Ni l'aigreur, ni l'amertume, ni la rancune, ni la révolte ne se sentent dans la composition du poëme primitif de Renart; il n'y a pas de trace de fiel, comme dans les imitations qui suivirent bientôt. Dans certains chapitres, il est vrai, l'auteur parodie l'office pieux[45]; mais ces railleries étaient si innocentes que le clergé les laissa sculpter en pleine lumière sur les façades des églises.

[45] Voyez la «Dixième aventure» de l'ingénieux arrangement du Roman de Renart donné par M. Paulin Paris, sous le titre des Aventures de maître Renard, 1 vol., Techener, 1861. Cette intéressante publication dispense ceux qui veulent être amusés sans fatigue de recourir aux anciens textes.

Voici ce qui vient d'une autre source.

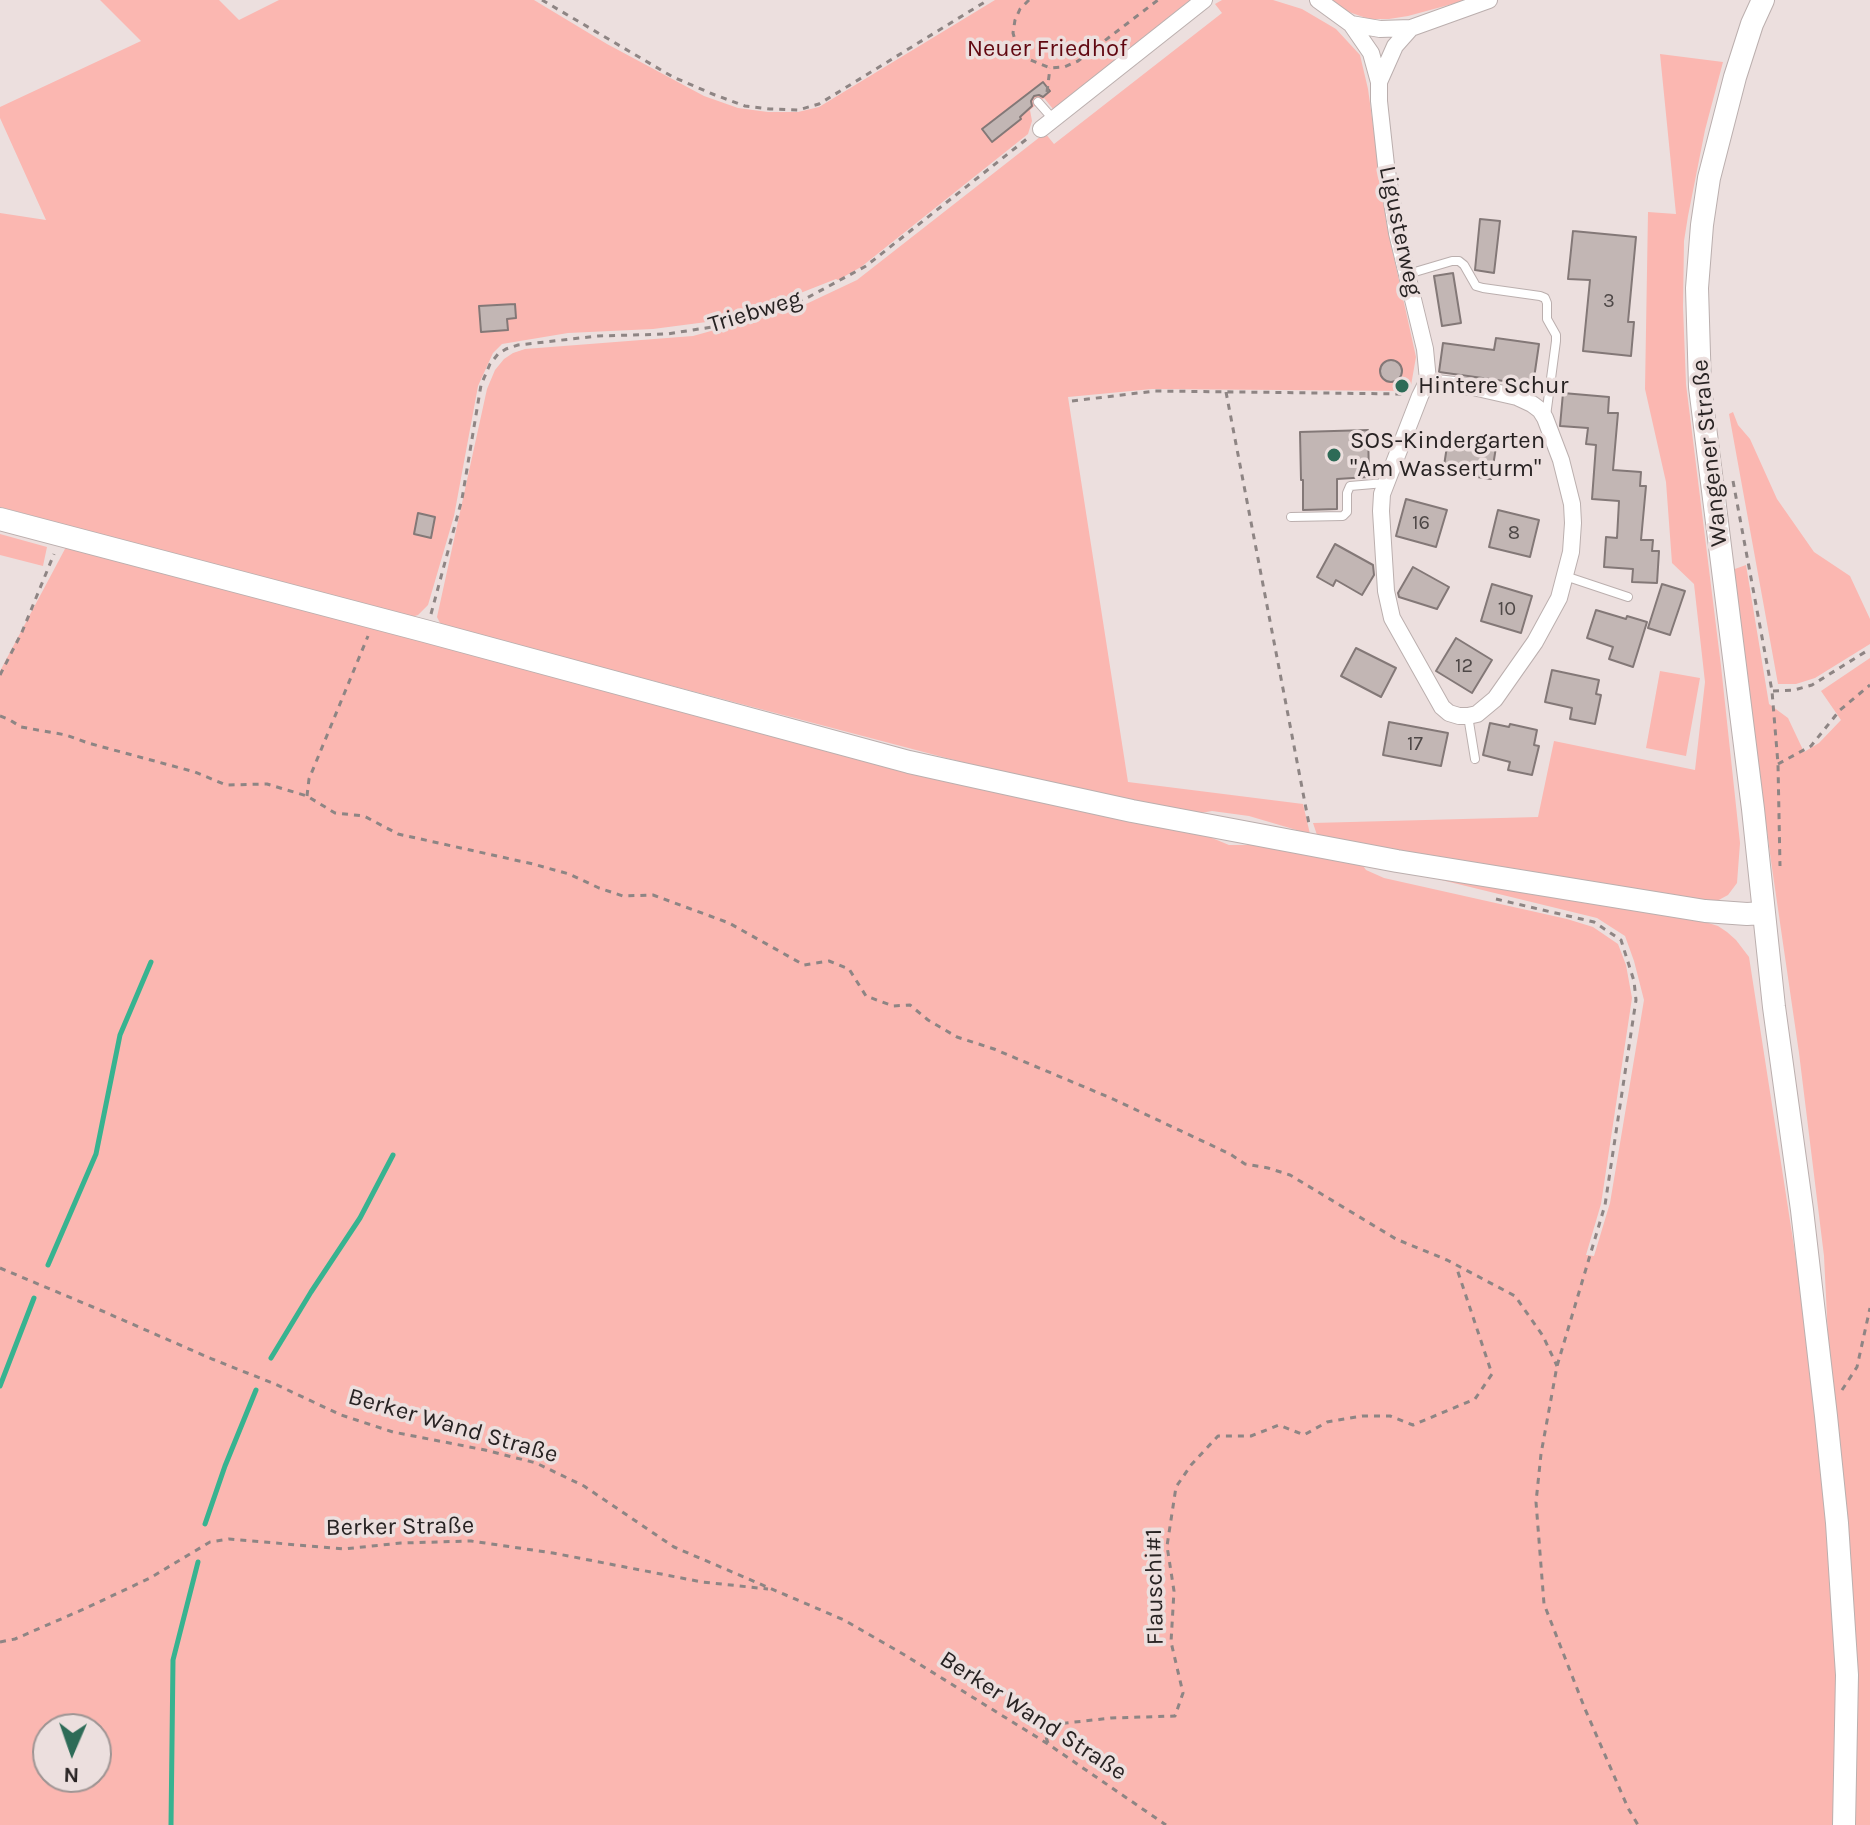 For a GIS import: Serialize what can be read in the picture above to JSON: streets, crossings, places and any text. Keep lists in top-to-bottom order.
{
  "streets": {
    "main road": ["Wangener Straße"],
    "street": ["Ligusterweg"],
    "path": [
      "Triebweg",
      "Berker Wand Straße",
      "Berker Straße",
      "Flauschi#1"
    ]
  },
  "crossings": [
    ["Berker Wand Straße", "Berker Straße"],
    ["Berker Wand Straße", "Flauschi#1"]
  ],
  "parks": ["Neuer Friedhof"],
  "places": ["Hintere Schur", "SOS-Kindergarten \"Am Wasserturm\""],
  "house_numbers": [
    "3",
    "16",
    "8",
    "10",
    "12",
    "17"
  ],
  "north": "bottom"
}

Seul, Gauthier de Coinsy réprimanda les gens d'église qui ornaient leur chambre à coucher des aventures d'Ysengrin et de sa femme.

En lor moustiers ne font pas fere
Si tout l'image Nostre-Dame,
Com font Ysengrin et sa fame
En lor chambre où ilz reponent[46].

[46] En leurs moustiers ne font pas faire—sitôt l'image Notre-Dame—qu'ils font Ysengrin et sa femme—en leur chambre où ils reposent. (Miracles de la Vierge, 1323.)

Il est peu de poëmes, de romans, de comédies dont le succès ne fasse dresser les longues oreilles d'un homme prenant en main les prétendus intérêts de la morale. Gauthier de Coinsy me paraît être en cette circonstance le Monsieur Prudhomme de son temps.

Il est présumable que les moines se divertissaient plus dans les monastères à entendre les facéties de Renart qu'à écouter les vêpres. La vue des peintures qui ravivaient le souvenir du poëme les intéressait davantage que les scènes bibliques; mais sauf l'admonestation de Gauthier de Coinsy, on n'a trouvé jusqu'ici aucune trace de censure quelconque exercée contre le malin goupil.

Le roman de Renart fit école. C'est une grande œuvre satirique, voilée et pourtant bien autrement claire que le Pantagruel. Pour en donner une idée, la critique a évoqué l'Odyssée et la trilogie dramatique de Beaumarchais; on y trouve, en effet, la variété d'aventures du poëme antique, l'esprit ingénieux de la comédie moderne. La ruse qui jaillissait de plusieurs sources remplissait la coupe et débordait, féconde en subtilités de toute espèce, tant chaque poëte apportait sa part de malices. On ne rencontre pas dans le roman de Renart les puissantes échappées qui ont sauvé l'œuvre de Rabelais de la destruction; mais le même système d'allusions a présidé à la composition des deux œuvres.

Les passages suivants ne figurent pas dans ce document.